_Work order_.
Leave the images aside and repeat the whole listing exactly.
....
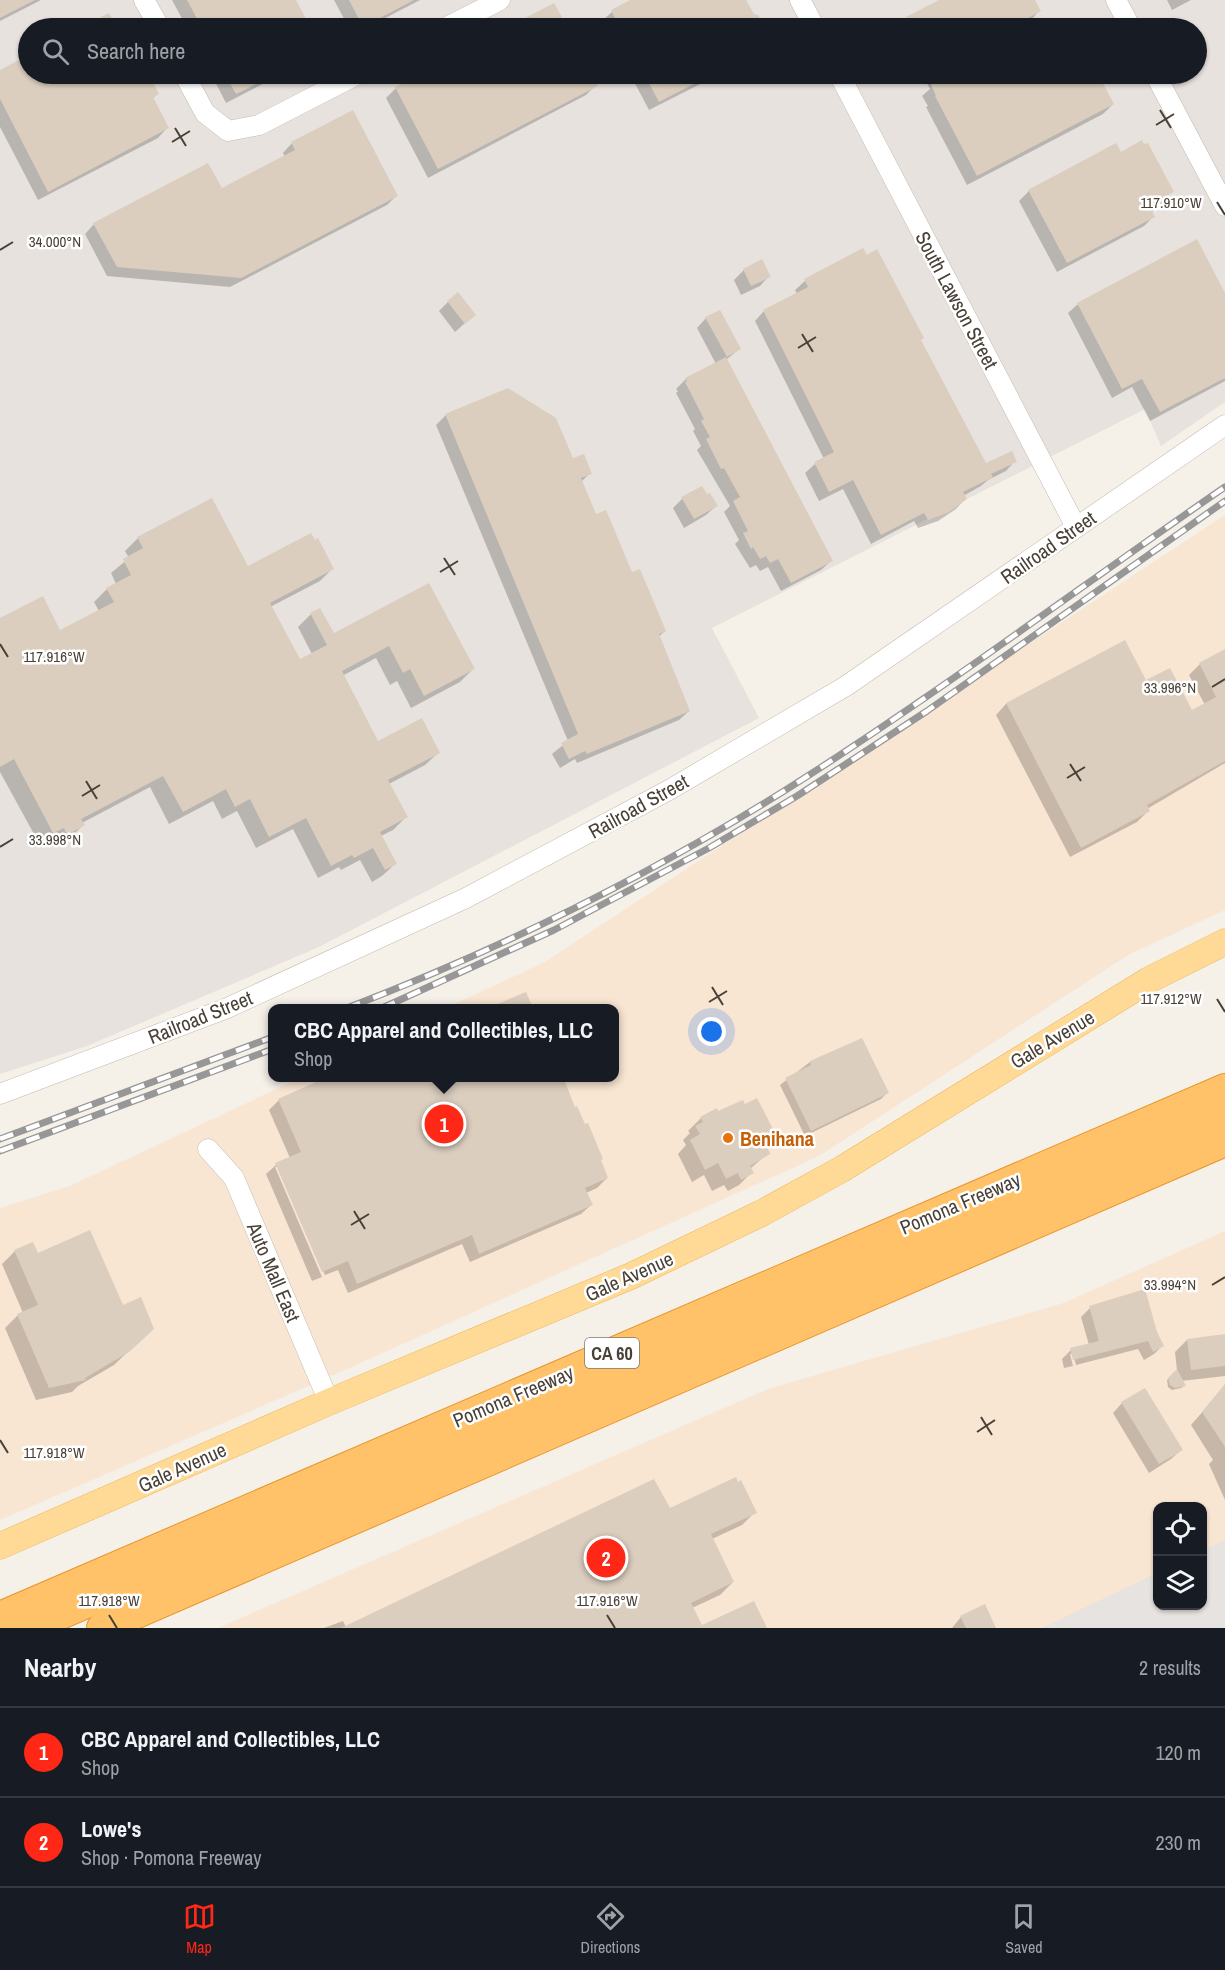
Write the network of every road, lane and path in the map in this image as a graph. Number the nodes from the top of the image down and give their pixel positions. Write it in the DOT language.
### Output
graph roads {
  1 [pos="144,0"];
  2 [pos="500,0"];
  3 [pos="800,0"];
  4 [pos="1116,0"];
  5 [pos="154,18"];
  6 [pos="465,18"];
  7 [pos="810,18"];
  8 [pos="1126,18"];
  9 [pos="189,84"];
  10 [pos="339,84"];
  11 [pos="843,84"];
  12 [pos="1160,84"];
  13 [pos="1225,206"];
  14 [pos="1225,425"];
  15 [pos="1076,527"];
  16 [pos="1225,942"];
  17 [pos="1225,1089"];
  18 [pos="0,1094"];
  19 [pos="1225,1112"];
  20 [pos="1225,1125"];
  21 [pos="1225,1141"];
  22 [pos="208,1149"];
  23 [pos="329,1402"];
  24 [pos="0,1546"];
  25 [pos="0,1617"];
  26 [pos="28,1628"];
  27 [pos="53,1628"];
  28 [pos="102,1628"];
  1 -- 5 [label="street"];
  2 -- 6 [label="street"];
  3 -- 7 [label="street"];
  4 -- 8 [label="street"];
  9 -- 10 [label="street"];
  11 -- 15 [label="street, South Lawson Street"];
  12 -- 13 [label="street"];
  14 -- 15 [label="street, Railroad Street"];
  15 -- 18 [label="street, Railroad Street"];
  16 -- 23 [label="main road, Gale Avenue"];
  17 -- 25 [label="highway, Pomona Freeway / CA 60"];
  19 -- 26 [label="highway"];
  20 -- 27 [label="highway"];
  21 -- 28 [label="highway, CA 60"];
  22 -- 23 [label="street, Auto Mall East"];
  23 -- 24 [label="main road, Gale Avenue"];
}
....
_The completed task_.
Write the network of every road, lane and path in the map in this image as a graph. Number the nodes from the top of the image down and give their pixel positions. Write it in the DOT language.
### Output
graph roads {
  1 [pos="144,0"];
  2 [pos="500,0"];
  3 [pos="800,0"];
  4 [pos="1116,0"];
  5 [pos="154,18"];
  6 [pos="465,18"];
  7 [pos="810,18"];
  8 [pos="1126,18"];
  9 [pos="189,84"];
  10 [pos="339,84"];
  11 [pos="843,84"];
  12 [pos="1160,84"];
  13 [pos="1225,206"];
  14 [pos="1225,425"];
  15 [pos="1076,527"];
  16 [pos="1225,942"];
  17 [pos="1225,1089"];
  18 [pos="0,1094"];
  19 [pos="1225,1112"];
  20 [pos="1225,1125"];
  21 [pos="1225,1141"];
  22 [pos="208,1149"];
  23 [pos="329,1402"];
  24 [pos="0,1546"];
  25 [pos="0,1617"];
  26 [pos="28,1628"];
  27 [pos="53,1628"];
  28 [pos="102,1628"];
  1 -- 5 [label="street"];
  2 -- 6 [label="street"];
  3 -- 7 [label="street"];
  4 -- 8 [label="street"];
  9 -- 10 [label="street"];
  11 -- 15 [label="street, South Lawson Street"];
  12 -- 13 [label="street"];
  14 -- 15 [label="street, Railroad Street"];
  15 -- 18 [label="street, Railroad Street"];
  16 -- 23 [label="main road, Gale Avenue"];
  17 -- 25 [label="highway, Pomona Freeway / CA 60"];
  19 -- 26 [label="highway"];
  20 -- 27 [label="highway"];
  21 -- 28 [label="highway, CA 60"];
  22 -- 23 [label="street, Auto Mall East"];
  23 -- 24 [label="main road, Gale Avenue"];
}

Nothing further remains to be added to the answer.